(THE RECORDS Opens)

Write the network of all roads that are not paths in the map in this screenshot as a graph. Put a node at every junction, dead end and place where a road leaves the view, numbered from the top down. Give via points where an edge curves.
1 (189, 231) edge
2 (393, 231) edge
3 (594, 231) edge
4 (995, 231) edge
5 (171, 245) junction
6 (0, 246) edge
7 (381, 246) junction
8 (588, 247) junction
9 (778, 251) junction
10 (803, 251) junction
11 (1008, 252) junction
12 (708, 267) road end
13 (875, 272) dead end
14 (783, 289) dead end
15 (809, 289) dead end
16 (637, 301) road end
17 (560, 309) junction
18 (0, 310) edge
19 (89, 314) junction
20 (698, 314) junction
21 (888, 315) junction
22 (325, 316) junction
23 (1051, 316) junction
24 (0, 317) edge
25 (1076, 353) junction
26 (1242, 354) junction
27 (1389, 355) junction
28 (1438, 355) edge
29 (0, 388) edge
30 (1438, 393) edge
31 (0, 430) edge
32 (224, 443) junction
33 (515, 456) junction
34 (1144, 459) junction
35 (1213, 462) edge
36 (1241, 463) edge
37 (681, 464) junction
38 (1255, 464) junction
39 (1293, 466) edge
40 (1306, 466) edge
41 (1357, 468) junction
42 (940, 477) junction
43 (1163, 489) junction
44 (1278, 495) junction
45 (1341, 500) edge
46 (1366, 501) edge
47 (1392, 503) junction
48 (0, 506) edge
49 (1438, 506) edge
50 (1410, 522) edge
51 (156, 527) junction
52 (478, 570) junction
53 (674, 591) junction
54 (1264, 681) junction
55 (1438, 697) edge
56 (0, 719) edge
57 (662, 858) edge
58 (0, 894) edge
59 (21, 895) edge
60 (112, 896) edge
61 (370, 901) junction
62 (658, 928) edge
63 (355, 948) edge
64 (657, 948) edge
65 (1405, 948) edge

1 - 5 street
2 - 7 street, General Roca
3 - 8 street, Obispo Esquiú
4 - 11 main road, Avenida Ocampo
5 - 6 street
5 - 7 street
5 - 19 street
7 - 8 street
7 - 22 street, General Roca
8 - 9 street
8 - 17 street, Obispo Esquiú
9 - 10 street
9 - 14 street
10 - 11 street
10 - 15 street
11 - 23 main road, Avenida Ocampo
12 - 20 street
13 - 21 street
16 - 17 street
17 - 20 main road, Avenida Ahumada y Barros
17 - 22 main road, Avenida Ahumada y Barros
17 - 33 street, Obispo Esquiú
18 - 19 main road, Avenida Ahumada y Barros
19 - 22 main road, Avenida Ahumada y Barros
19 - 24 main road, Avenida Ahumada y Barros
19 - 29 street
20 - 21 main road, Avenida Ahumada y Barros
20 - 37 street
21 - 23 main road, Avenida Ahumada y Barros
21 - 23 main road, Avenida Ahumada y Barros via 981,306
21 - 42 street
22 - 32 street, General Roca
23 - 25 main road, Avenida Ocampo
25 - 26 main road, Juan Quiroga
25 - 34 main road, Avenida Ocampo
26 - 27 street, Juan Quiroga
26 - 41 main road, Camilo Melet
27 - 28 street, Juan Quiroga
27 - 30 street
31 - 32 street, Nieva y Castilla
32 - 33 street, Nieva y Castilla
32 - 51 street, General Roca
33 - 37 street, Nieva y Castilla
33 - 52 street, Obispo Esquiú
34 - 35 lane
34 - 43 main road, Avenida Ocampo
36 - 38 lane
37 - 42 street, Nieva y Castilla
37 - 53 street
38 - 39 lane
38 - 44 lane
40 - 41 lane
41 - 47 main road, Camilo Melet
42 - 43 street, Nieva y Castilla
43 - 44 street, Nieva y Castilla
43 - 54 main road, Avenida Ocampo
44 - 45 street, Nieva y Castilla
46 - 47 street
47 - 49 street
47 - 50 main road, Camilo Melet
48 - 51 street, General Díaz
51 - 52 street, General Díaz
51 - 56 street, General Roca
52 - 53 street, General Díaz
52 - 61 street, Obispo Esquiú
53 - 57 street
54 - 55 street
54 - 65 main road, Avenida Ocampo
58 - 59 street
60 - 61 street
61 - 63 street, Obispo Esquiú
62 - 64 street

(THE RECORDS Closes)

> _EXERCISE DETAILS_
Write the material out again in its entirety, exactly as shown.

> _EXERCISE RESULT_
Write the network of all roads that are not paths in the map in this screenshot as a graph. Put a node at every junction, dead end and place where a road leaves the view, numbered from the top down. Give via points where an edge curves.
1 (189, 231) edge
2 (393, 231) edge
3 (594, 231) edge
4 (995, 231) edge
5 (171, 245) junction
6 (0, 246) edge
7 (381, 246) junction
8 (588, 247) junction
9 (778, 251) junction
10 (803, 251) junction
11 (1008, 252) junction
12 (708, 267) road end
13 (875, 272) dead end
14 (783, 289) dead end
15 (809, 289) dead end
16 (637, 301) road end
17 (560, 309) junction
18 (0, 310) edge
19 (89, 314) junction
20 (698, 314) junction
21 (888, 315) junction
22 (325, 316) junction
23 (1051, 316) junction
24 (0, 317) edge
25 (1076, 353) junction
26 (1242, 354) junction
27 (1389, 355) junction
28 (1438, 355) edge
29 (0, 388) edge
30 (1438, 393) edge
31 (0, 430) edge
32 (224, 443) junction
33 (515, 456) junction
34 (1144, 459) junction
35 (1213, 462) edge
36 (1241, 463) edge
37 (681, 464) junction
38 (1255, 464) junction
39 (1293, 466) edge
40 (1306, 466) edge
41 (1357, 468) junction
42 (940, 477) junction
43 (1163, 489) junction
44 (1278, 495) junction
45 (1341, 500) edge
46 (1366, 501) edge
47 (1392, 503) junction
48 (0, 506) edge
49 (1438, 506) edge
50 (1410, 522) edge
51 (156, 527) junction
52 (478, 570) junction
53 (674, 591) junction
54 (1264, 681) junction
55 (1438, 697) edge
56 (0, 719) edge
57 (662, 858) edge
58 (0, 894) edge
59 (21, 895) edge
60 (112, 896) edge
61 (370, 901) junction
62 (658, 928) edge
63 (355, 948) edge
64 (657, 948) edge
65 (1405, 948) edge

1 - 5 street
2 - 7 street, General Roca
3 - 8 street, Obispo Esquiú
4 - 11 main road, Avenida Ocampo
5 - 6 street
5 - 7 street
5 - 19 street
7 - 8 street
7 - 22 street, General Roca
8 - 9 street
8 - 17 street, Obispo Esquiú
9 - 10 street
9 - 14 street
10 - 11 street
10 - 15 street
11 - 23 main road, Avenida Ocampo
12 - 20 street
13 - 21 street
16 - 17 street
17 - 20 main road, Avenida Ahumada y Barros
17 - 22 main road, Avenida Ahumada y Barros
17 - 33 street, Obispo Esquiú
18 - 19 main road, Avenida Ahumada y Barros
19 - 22 main road, Avenida Ahumada y Barros
19 - 24 main road, Avenida Ahumada y Barros
19 - 29 street
20 - 21 main road, Avenida Ahumada y Barros
20 - 37 street
21 - 23 main road, Avenida Ahumada y Barros
21 - 23 main road, Avenida Ahumada y Barros via 981,306
21 - 42 street
22 - 32 street, General Roca
23 - 25 main road, Avenida Ocampo
25 - 26 main road, Juan Quiroga
25 - 34 main road, Avenida Ocampo
26 - 27 street, Juan Quiroga
26 - 41 main road, Camilo Melet
27 - 28 street, Juan Quiroga
27 - 30 street
31 - 32 street, Nieva y Castilla
32 - 33 street, Nieva y Castilla
32 - 51 street, General Roca
33 - 37 street, Nieva y Castilla
33 - 52 street, Obispo Esquiú
34 - 35 lane
34 - 43 main road, Avenida Ocampo
36 - 38 lane
37 - 42 street, Nieva y Castilla
37 - 53 street
38 - 39 lane
38 - 44 lane
40 - 41 lane
41 - 47 main road, Camilo Melet
42 - 43 street, Nieva y Castilla
43 - 44 street, Nieva y Castilla
43 - 54 main road, Avenida Ocampo
44 - 45 street, Nieva y Castilla
46 - 47 street
47 - 49 street
47 - 50 main road, Camilo Melet
48 - 51 street, General Díaz
51 - 52 street, General Díaz
51 - 56 street, General Roca
52 - 53 street, General Díaz
52 - 61 street, Obispo Esquiú
53 - 57 street
54 - 55 street
54 - 65 main road, Avenida Ocampo
58 - 59 street
60 - 61 street
61 - 63 street, Obispo Esquiú
62 - 64 street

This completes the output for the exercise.